Pompeyo chasqueó los dedos.

– ¡Guardaespaldas! ¡Venid! Ejecutar guerrilleros no es trabajo de soldados.

Davo respondió al momento. Lo agarré del brazo, pero se soltó. Susurré su nombre. Me miró y se encogió de hombros, dándome a entender que no tenía elección.

– Atadles los brazos a la espalda y tendedlos sobre los escombros -ordenó Pompeyo. Davo levantó la antorcha mientras los otros guardaespaldas rasgaban la túnica de los muchachos y utilizaban los jirones para maniatarlos-. Amordazadlos -agregó Pompeyo-. No quiero oír súplicas de perdón. Luego cortadles la cabeza.

Los sollozos de los muchachos se convirtieron en gritos. Se rasgaron más ropas y los gritos se apagaron de pronto.

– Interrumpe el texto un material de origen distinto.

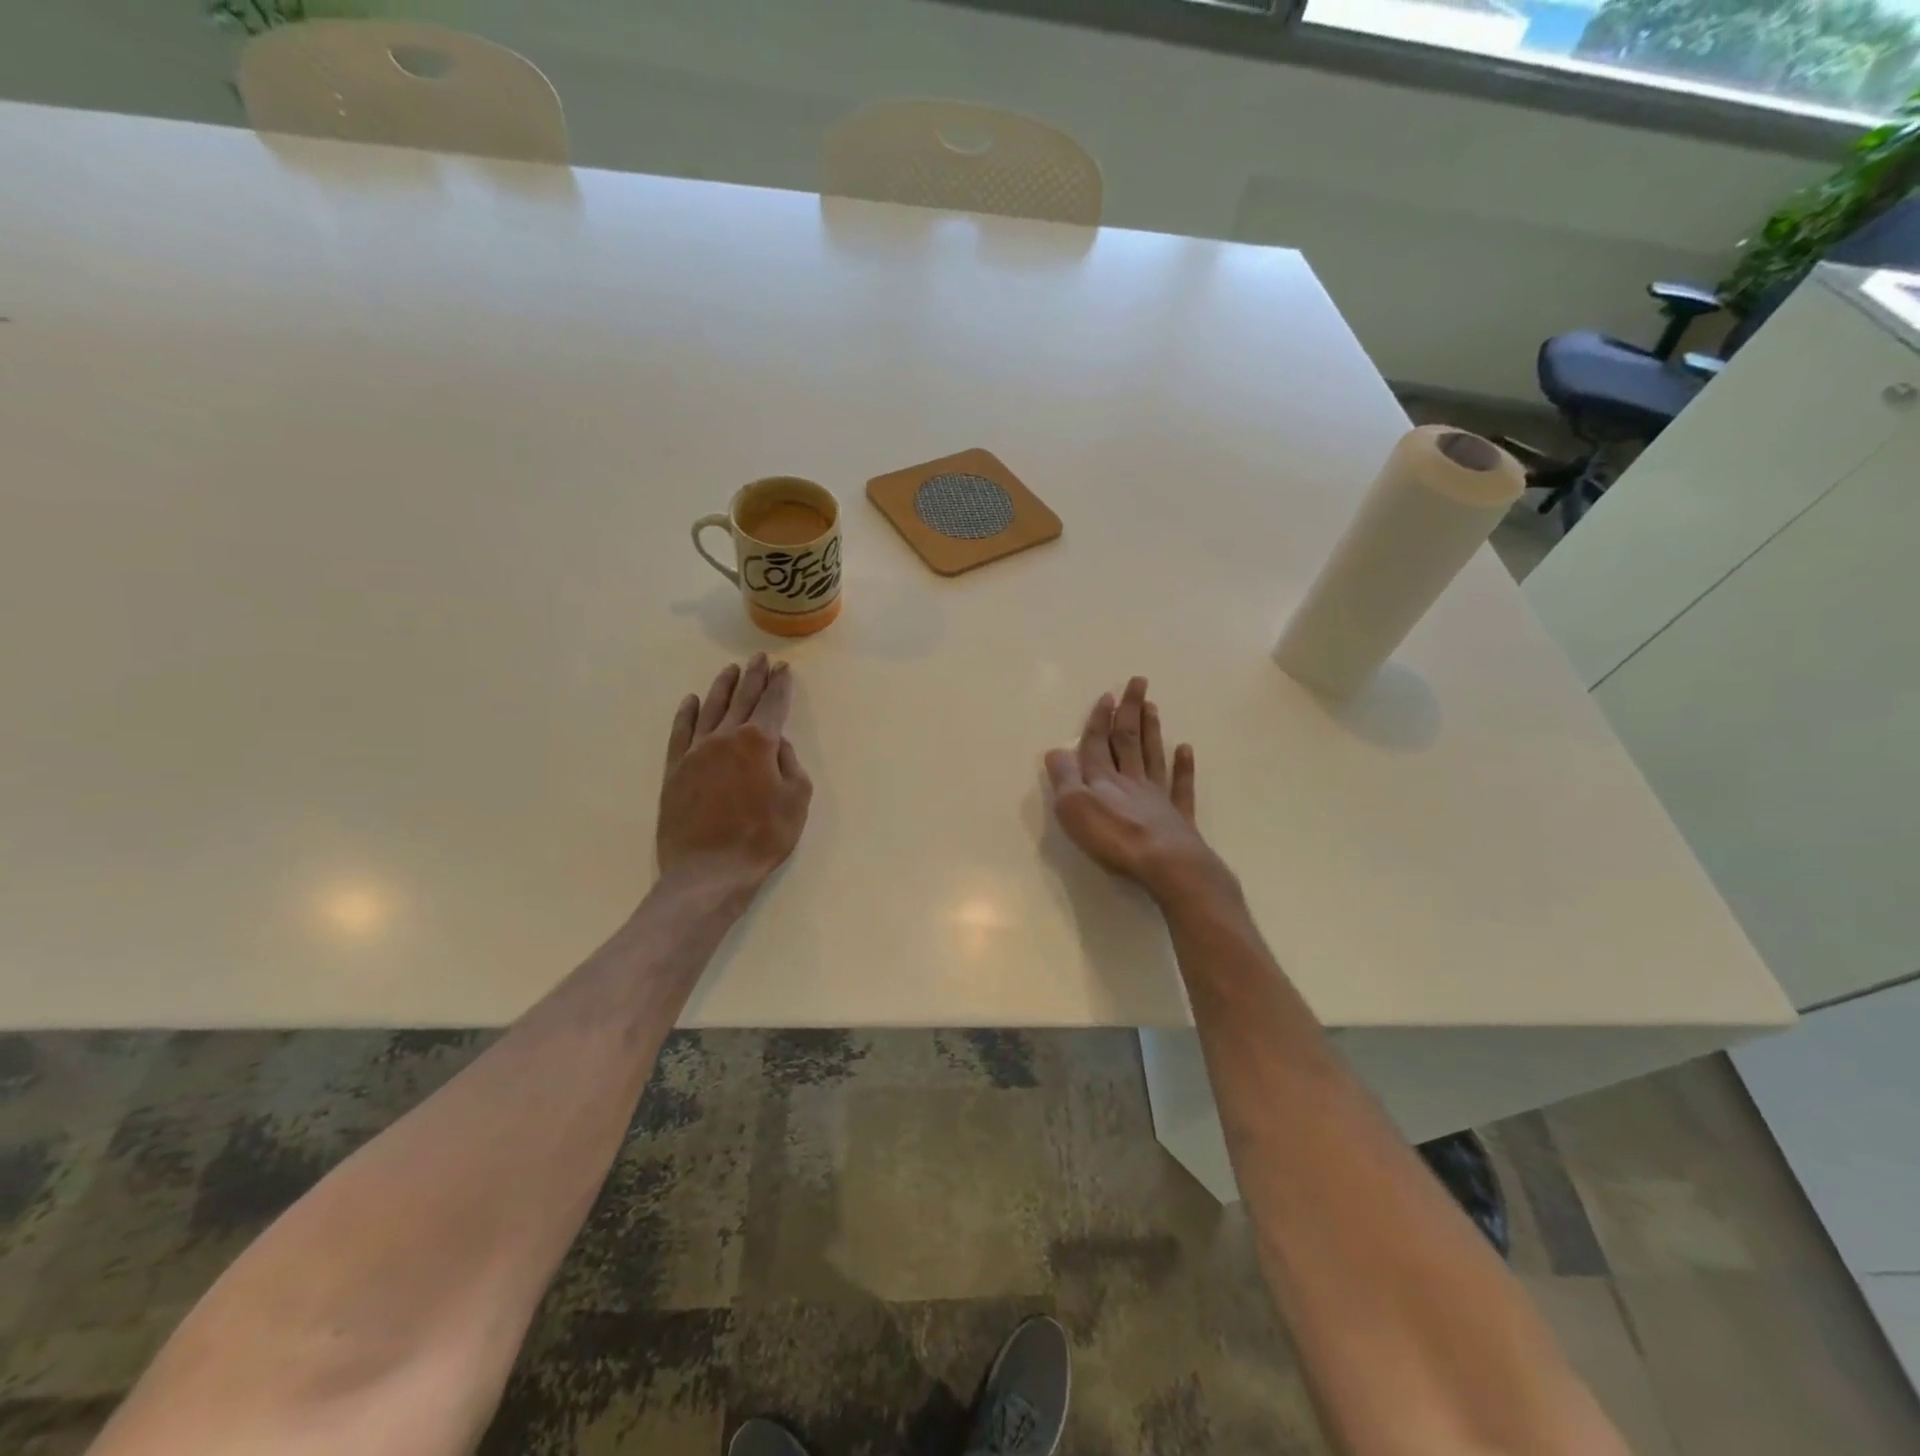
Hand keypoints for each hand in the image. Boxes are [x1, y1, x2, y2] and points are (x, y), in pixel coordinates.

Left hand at [657, 653, 811, 905]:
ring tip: (731, 669)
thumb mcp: (796, 801)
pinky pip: (680, 732)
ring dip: (723, 687)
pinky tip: (691, 701)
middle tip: (760, 658)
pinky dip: (686, 713)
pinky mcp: (674, 770)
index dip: (780, 685)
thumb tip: (777, 744)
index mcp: (758, 743)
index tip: (784, 669)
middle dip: (754, 677)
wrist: (708, 872)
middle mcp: (725, 738)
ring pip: (710, 708)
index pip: (773, 705)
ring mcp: (695, 752)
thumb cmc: (762, 838)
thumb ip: (790, 765)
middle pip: (742, 699)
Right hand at [1045, 677, 1232, 905]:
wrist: (1165, 864)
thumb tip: (1056, 750)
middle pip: (1128, 740)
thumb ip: (1064, 777)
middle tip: (1138, 683)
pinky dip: (1184, 767)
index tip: (1107, 695)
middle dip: (1130, 711)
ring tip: (1153, 707)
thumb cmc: (1113, 837)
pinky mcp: (1178, 817)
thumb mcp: (1074, 807)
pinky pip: (1181, 787)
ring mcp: (1157, 797)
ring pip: (1152, 756)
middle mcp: (1131, 781)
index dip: (1100, 720)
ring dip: (1151, 731)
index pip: (1098, 743)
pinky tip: (1185, 750)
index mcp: (1103, 779)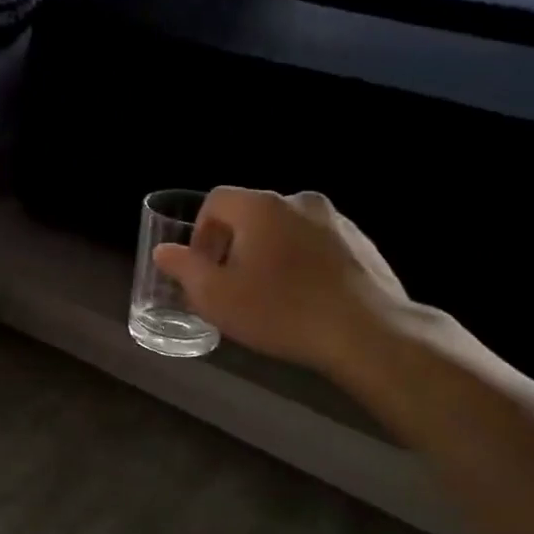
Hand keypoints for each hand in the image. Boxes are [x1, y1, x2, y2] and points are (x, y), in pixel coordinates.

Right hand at [153, 188, 412, 377]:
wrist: (368, 333)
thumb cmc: (281, 312)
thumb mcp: (216, 297)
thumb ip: (185, 269)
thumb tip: (165, 251)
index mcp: (260, 207)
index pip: (216, 200)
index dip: (201, 231)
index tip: (204, 267)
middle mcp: (299, 201)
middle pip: (252, 213)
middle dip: (236, 243)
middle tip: (233, 283)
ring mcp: (336, 220)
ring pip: (287, 229)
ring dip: (271, 252)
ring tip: (272, 293)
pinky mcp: (363, 243)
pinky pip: (318, 244)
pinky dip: (304, 261)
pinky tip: (307, 298)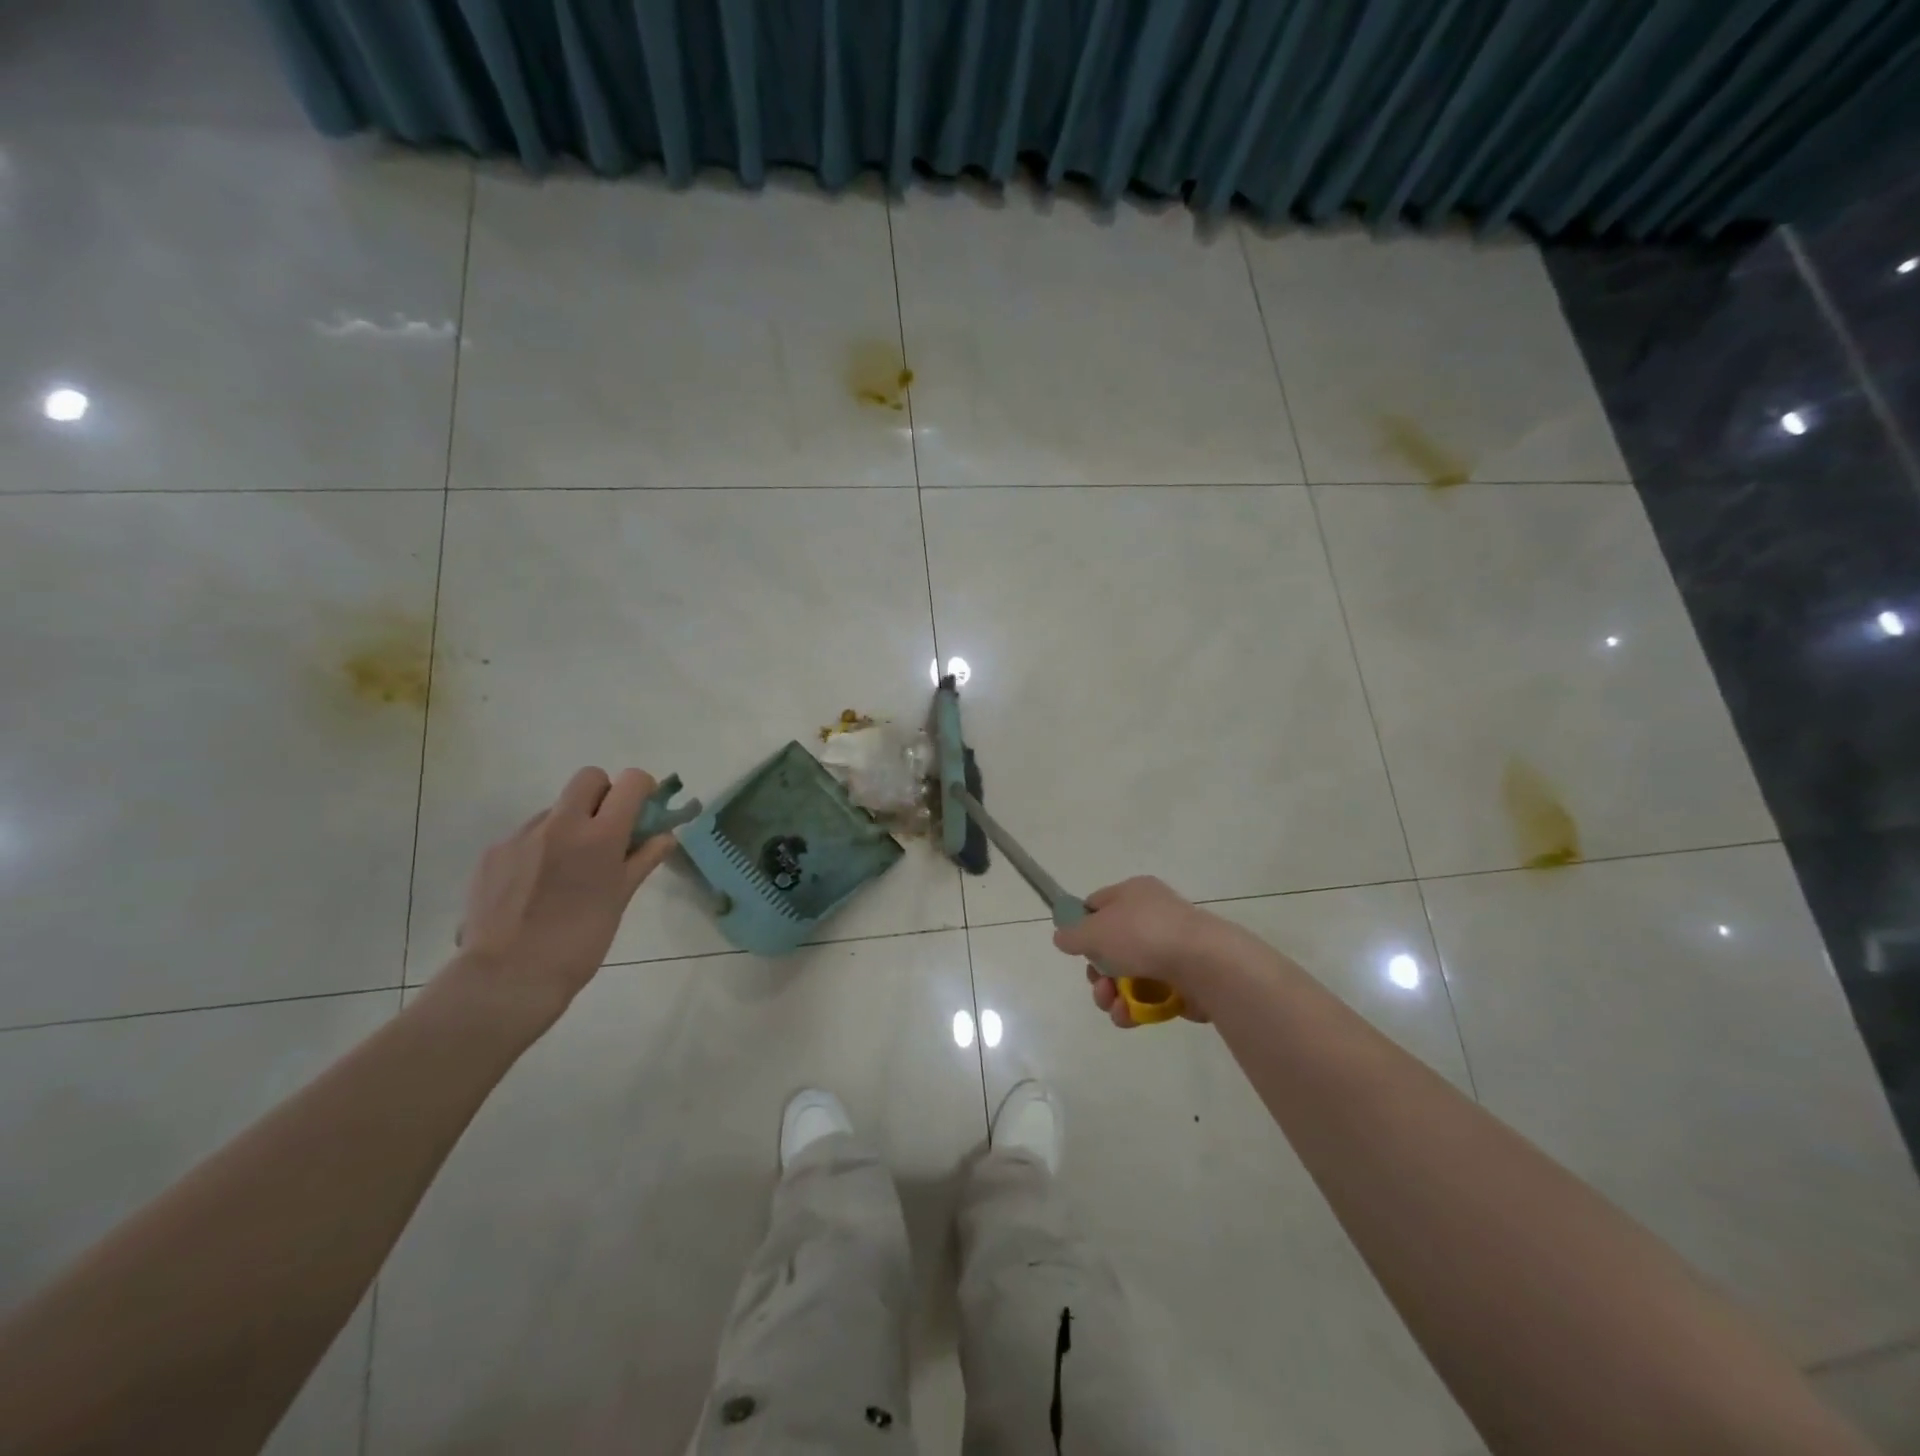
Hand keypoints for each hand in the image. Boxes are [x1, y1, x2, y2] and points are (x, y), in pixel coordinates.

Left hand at [448, 767, 677, 1026]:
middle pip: (588, 778)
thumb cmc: (580, 942)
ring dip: (568, 826)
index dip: (641, 788)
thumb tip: (665, 837)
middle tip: (605, 832)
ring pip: (555, 810)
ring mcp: (522, 835)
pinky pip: (526, 836)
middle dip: (603, 794)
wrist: (508, 977)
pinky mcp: (493, 852)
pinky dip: (539, 850)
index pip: (630, 782)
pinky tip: (535, 887)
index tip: (643, 810)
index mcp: (601, 836)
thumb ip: (643, 860)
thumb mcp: (620, 900)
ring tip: (565, 872)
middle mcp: (561, 824)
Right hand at [1052, 877, 1229, 1027]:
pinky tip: (1129, 1016)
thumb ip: (1072, 935)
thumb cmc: (1144, 936)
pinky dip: (1135, 1008)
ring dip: (1111, 994)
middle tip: (1097, 985)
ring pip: (1127, 975)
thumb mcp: (1095, 930)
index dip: (1081, 926)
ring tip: (1113, 1005)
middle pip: (1111, 946)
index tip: (1074, 949)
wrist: (1205, 964)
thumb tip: (1062, 937)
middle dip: (1097, 972)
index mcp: (1133, 893)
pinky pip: (1149, 995)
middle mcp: (1152, 917)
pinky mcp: (1183, 982)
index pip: (1098, 905)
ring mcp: (1169, 950)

– Los ejecutaremos aquí mismo y los dejaremos para que sirva de escarmiento. Que los habitantes de Brindisi vean el precio que se paga por traicionar a Pompeyo Magno. Que lo mediten mientras esperan mi vuelta.

Sucedió tan deprisa que no pareció real. A los pocos segundos habían desnudado por completo a los muchachos, los habías atado y amordazado, preparándolos para cortarles la cabeza. Tirón se retiró a las sombras, con la cabeza inclinada. Davo retrocedió y Pompeyo se dio cuenta.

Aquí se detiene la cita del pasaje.